I know you don't have a duty to look around for your answer, but you too don't have a duty to say yuck to a project that has been done with a lot of effort.
I am ok with your comment, but maybe go easy on the next project.
> unless you limittest generics, most people wont even encounter this.
I don't think my totally normal usage of generics for type safety could be called "stretching the limits." My usage of generics includes using a parameter [V] for OpenGL meshes to introduce type safety with the vertex type. I'm pretty sure that's perfectly normal?
Recently one of my friends tried compiling my project - pan[1] on Windows, and for whatever reason - it doesn't work! stating that it "cannot instantiate 'V'", whatever that means. I've had this error annoy me many times before, but I have no clue what triggers it or how to reproduce it reliably. Call this a 'stable implementation.'
I've run into the "cannot instantiate 'V'" somewhat regularly. Generally it means the compiler doesn't have enough info and defaults to trying to use `V` as a concrete type.

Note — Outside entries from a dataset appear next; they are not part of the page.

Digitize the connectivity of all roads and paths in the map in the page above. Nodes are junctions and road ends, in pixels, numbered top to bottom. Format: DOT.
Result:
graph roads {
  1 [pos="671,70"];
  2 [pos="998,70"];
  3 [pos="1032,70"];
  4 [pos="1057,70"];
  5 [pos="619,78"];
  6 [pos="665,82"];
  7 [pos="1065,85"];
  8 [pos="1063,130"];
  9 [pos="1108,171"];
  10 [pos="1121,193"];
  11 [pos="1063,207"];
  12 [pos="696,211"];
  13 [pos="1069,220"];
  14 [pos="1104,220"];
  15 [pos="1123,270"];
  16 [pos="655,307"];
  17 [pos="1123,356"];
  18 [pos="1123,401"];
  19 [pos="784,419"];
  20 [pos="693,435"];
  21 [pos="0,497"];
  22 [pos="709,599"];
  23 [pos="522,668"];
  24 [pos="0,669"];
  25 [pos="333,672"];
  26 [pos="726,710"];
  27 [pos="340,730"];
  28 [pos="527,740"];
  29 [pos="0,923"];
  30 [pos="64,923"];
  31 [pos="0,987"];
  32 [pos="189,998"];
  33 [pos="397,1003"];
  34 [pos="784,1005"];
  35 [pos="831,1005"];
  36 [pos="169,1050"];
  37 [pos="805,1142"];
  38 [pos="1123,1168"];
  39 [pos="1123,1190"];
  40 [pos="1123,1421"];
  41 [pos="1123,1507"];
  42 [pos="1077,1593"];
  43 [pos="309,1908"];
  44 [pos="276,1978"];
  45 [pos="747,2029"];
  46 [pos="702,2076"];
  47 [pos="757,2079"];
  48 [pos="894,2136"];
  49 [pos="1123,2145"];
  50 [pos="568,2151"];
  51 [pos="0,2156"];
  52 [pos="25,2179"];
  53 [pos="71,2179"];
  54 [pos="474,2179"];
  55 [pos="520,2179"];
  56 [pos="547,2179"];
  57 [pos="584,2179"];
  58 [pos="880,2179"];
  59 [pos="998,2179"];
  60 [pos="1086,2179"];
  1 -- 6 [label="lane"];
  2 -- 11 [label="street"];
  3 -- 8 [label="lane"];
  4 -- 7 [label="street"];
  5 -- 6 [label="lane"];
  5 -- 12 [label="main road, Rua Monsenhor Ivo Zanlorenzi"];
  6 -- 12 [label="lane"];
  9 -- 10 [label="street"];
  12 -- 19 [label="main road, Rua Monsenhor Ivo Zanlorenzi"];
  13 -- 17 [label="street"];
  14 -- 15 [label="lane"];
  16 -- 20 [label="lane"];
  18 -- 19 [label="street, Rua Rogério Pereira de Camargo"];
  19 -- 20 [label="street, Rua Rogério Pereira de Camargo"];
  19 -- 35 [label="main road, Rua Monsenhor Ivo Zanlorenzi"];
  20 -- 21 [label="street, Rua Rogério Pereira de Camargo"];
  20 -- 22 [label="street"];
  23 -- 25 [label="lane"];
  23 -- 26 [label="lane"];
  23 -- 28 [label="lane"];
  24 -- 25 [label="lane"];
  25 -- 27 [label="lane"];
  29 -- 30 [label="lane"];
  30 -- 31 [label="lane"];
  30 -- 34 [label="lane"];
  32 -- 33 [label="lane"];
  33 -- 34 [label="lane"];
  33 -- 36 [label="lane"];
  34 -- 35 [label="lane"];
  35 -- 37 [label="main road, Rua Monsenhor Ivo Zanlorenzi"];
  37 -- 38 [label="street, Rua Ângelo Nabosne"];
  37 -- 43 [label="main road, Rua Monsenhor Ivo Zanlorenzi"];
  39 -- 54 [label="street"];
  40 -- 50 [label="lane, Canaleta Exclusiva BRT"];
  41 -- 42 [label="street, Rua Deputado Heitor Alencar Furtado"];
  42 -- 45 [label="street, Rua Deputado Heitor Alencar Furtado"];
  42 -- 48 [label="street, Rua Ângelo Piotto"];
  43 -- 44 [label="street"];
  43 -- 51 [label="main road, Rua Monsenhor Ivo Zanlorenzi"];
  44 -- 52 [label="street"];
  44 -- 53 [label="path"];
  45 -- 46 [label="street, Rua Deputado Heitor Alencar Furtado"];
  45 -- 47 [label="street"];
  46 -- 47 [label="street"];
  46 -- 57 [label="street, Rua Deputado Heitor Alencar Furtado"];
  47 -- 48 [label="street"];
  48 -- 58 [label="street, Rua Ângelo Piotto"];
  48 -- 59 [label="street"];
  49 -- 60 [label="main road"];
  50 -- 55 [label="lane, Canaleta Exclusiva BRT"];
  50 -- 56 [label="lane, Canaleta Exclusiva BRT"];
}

Generally it's not usually an issue with Nim's generics itself, but rather bad error message. Definitely an area for improvement IMHO. Though having used a fair bit of C++ templates over the years, I still find the Nim errors much more tractable after a bit of experience.
There _are_ a few broken limits of Nim's generics, but they are things pushing the type system to a limit.
I'm not sure there is one - but I guess a language where you're not constantly dealing with horrible error message, an under-specified and broken implementation and a shitty stdlib - might be better, even if it doesn't have some of the nicer frills of Nim.
The first one most people run into: Nim is roughly as performant as Rust, but it's easier to learn because it's garbage collected. But it's also not garbage collected, if you prefer (with caveats). Want a different flavor of garbage collected? We have three (with caveats)!
thats not a different way of doing same thing, its doing different thing. this not even an argument, if language can provide multiple memory management strategies, in what world is that a bad thing?
and if you somehow confused about choice (of gc), you should stick to default.
also, there is no such thing as "There is Only One Way to Do It" languages. your entire argument is just a circlejerk point.
Is Nim garbage collected? There is no simple answer to that.
When it is garbage collected, how is it garbage collected? There is no simple answer to that.
As stated in my original comment, I prefer languages which are more opinionated than that. Nim is a Swiss Army knife; some people like that, but I prefer choosing a fixed-blade knife to suit my current purpose.
Is C garbage collected? There is no simple answer to that. Link with Boehm (or something similar) and it is. These things are often (with almost any language) aspects of the implementation & deployment, and most mature languages have multiple answers as well. Is Python "compiled"? Well, with Pypy or Cython or etc. it is. (Or maybe it's always at least "compiled" to byte codes run by a slow byte code interpreter.) Etc., etc. I think your standards for "simplicity" or univalence may be, as @SolitudeSF alluded to, unsatisfied by even prog.lang's you like (which you gave no concrete examples of).
he is not trying to sell/convince you to learn gtk. he is warning if you already want to learn it. not everything posted on hn should be a promotion material.